Thankfully, the kindly man didn't abandon me at my weakest moment. Instead, he tossed the bumper in the bed of the dump truck and we climbed back into the cab and retraced our steps through the city. It took us about 40 minutes to find the Raider pushed drunkenly to the side of the road in a busy intersection. My friends were already pulling everything they owned out of the Raider. "I'm leaving it," my friend Jesse told me. "The whole thing is worth less than a new engine." The gentleman with the terrible son expressed interest in taking it off our hands in exchange for the ride. We consented and piled into the bed of the dump truck so he could drive us the rest of the way to the border.
Chapter 5: Wherein We Bravely Lose Our Way to the Station and Sneak Across the Border by Mistake
A little less than a mile out from the station, our hero and his heartless son dropped us off on the side of the road and said they couldn't go any farther. We were pretty confident we could walk a mile with pillows, a boom box, and duffel bags under our arms, so we said our goodbyes and thank yous and then immediately got lost. We walked for what felt like a mile in what felt like the right direction but never stumbled across anything that felt like border patrol.
When we finally did see something that resembled a station, we opted to take a shortcut there, squeezing between bushes, jumping over loose boards in a muddy ravine, and climbing through the broken chain-link fence of a construction site. Between where we left the road and where we found it again couldn't have been farther than the length of a football field, but in that distance we inadvertently found the most accommodating illegal entry point into Calexico for probably hundreds of miles, and no one was there. The lights we had been aiming for didn't belong to a border station after all, but to a factory. By the time we found the legal point of entry and realized our mistake, we all just stood there looking at it, quietly deciding it would be too embarrassing to go back through a second time and explain why we were muddy, carless, and trying to get into the U.S. while already standing in the U.S.

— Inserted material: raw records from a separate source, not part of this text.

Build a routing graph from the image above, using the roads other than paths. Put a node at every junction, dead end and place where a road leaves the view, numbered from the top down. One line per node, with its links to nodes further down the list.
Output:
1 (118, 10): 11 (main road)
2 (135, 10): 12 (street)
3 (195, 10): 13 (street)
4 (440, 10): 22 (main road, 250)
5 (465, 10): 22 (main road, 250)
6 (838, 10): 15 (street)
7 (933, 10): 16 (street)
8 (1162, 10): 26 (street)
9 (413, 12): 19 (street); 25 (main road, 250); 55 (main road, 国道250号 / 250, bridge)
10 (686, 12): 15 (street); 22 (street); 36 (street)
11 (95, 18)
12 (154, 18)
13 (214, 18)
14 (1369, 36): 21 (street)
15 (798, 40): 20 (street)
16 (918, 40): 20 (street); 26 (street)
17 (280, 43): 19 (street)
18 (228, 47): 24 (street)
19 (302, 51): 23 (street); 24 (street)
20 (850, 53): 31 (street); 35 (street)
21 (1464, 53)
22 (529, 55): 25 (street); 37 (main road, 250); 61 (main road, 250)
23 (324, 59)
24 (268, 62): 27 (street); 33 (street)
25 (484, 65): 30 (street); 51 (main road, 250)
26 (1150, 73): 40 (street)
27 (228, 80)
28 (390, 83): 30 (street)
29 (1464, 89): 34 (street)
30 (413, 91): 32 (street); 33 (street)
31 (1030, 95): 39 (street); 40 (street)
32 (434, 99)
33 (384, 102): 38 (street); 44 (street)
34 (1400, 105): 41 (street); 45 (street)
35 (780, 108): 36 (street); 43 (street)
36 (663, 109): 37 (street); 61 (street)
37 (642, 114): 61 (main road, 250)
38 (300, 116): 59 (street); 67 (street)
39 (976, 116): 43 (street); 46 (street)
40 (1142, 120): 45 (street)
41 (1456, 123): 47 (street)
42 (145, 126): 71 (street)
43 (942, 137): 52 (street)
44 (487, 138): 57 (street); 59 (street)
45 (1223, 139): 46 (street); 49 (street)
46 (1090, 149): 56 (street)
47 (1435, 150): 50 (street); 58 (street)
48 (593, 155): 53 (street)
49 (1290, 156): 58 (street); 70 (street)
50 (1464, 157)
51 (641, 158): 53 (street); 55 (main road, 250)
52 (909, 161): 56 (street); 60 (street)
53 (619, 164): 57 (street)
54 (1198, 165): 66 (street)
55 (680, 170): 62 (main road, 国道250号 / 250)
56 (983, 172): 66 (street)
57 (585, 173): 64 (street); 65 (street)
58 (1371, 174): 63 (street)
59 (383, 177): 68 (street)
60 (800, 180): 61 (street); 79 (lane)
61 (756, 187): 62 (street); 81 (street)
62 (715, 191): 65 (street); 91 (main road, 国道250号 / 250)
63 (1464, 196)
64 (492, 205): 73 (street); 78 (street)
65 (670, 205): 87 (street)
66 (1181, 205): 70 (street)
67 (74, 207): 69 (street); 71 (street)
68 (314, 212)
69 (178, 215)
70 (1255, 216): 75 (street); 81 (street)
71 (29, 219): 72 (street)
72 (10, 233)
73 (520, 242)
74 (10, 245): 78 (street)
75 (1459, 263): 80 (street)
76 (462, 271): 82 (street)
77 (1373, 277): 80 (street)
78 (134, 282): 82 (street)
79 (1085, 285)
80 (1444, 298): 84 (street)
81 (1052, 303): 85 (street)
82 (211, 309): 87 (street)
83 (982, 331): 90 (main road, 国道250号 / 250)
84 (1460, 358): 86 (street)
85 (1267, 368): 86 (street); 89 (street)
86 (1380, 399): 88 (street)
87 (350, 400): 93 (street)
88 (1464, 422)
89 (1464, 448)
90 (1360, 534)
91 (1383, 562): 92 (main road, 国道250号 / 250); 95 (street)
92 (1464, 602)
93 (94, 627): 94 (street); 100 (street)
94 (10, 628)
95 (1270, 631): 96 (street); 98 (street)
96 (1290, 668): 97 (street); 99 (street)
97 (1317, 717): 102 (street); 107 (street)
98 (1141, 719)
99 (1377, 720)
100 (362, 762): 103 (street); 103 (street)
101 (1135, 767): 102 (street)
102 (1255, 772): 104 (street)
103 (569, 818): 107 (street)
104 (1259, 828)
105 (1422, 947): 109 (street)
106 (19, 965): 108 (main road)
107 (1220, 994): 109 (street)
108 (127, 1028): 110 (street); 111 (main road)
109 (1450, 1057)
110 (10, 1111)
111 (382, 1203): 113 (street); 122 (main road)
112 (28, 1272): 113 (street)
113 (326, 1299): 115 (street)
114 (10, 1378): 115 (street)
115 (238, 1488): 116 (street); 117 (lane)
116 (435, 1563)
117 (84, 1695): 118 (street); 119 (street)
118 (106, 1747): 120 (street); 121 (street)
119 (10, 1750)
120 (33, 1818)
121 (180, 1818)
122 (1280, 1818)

Epilogue: Wherein None of Us Get Shot by Minutemen and We Eat French Fries in a Greyhound Station
"I'm glad no one shot us," Jesse said while we waited for our bus. We agreed that was our favorite part, but said nothing, because we were all eating french fries from the fast food restaurant next door.
It took us four hours to get to Los Angeles, and along the way I tried to extract some overall thesis from the experience, because I was a freshman in college and I thought that's what I was supposed to do with everything. I couldn't understand why the dump truck driver had helped us in the first place or why he circled back with me when we lost the car. I certainly never would have done that for anyone, but then again I didn't own a dump truck and maybe there was some code of ethics.
Or perhaps he found himself in a similar situation once. Perhaps he felt the same impulse as I did, an impulse so strong, it doesn't belong to each individual man but to all mankind, binding us together despite our cultural differences and the borders between us: The impulse to jump a car in the air until it breaks.
Or maybe he just felt bad because I almost cried when his son laughed at me. Man, I hated that kid.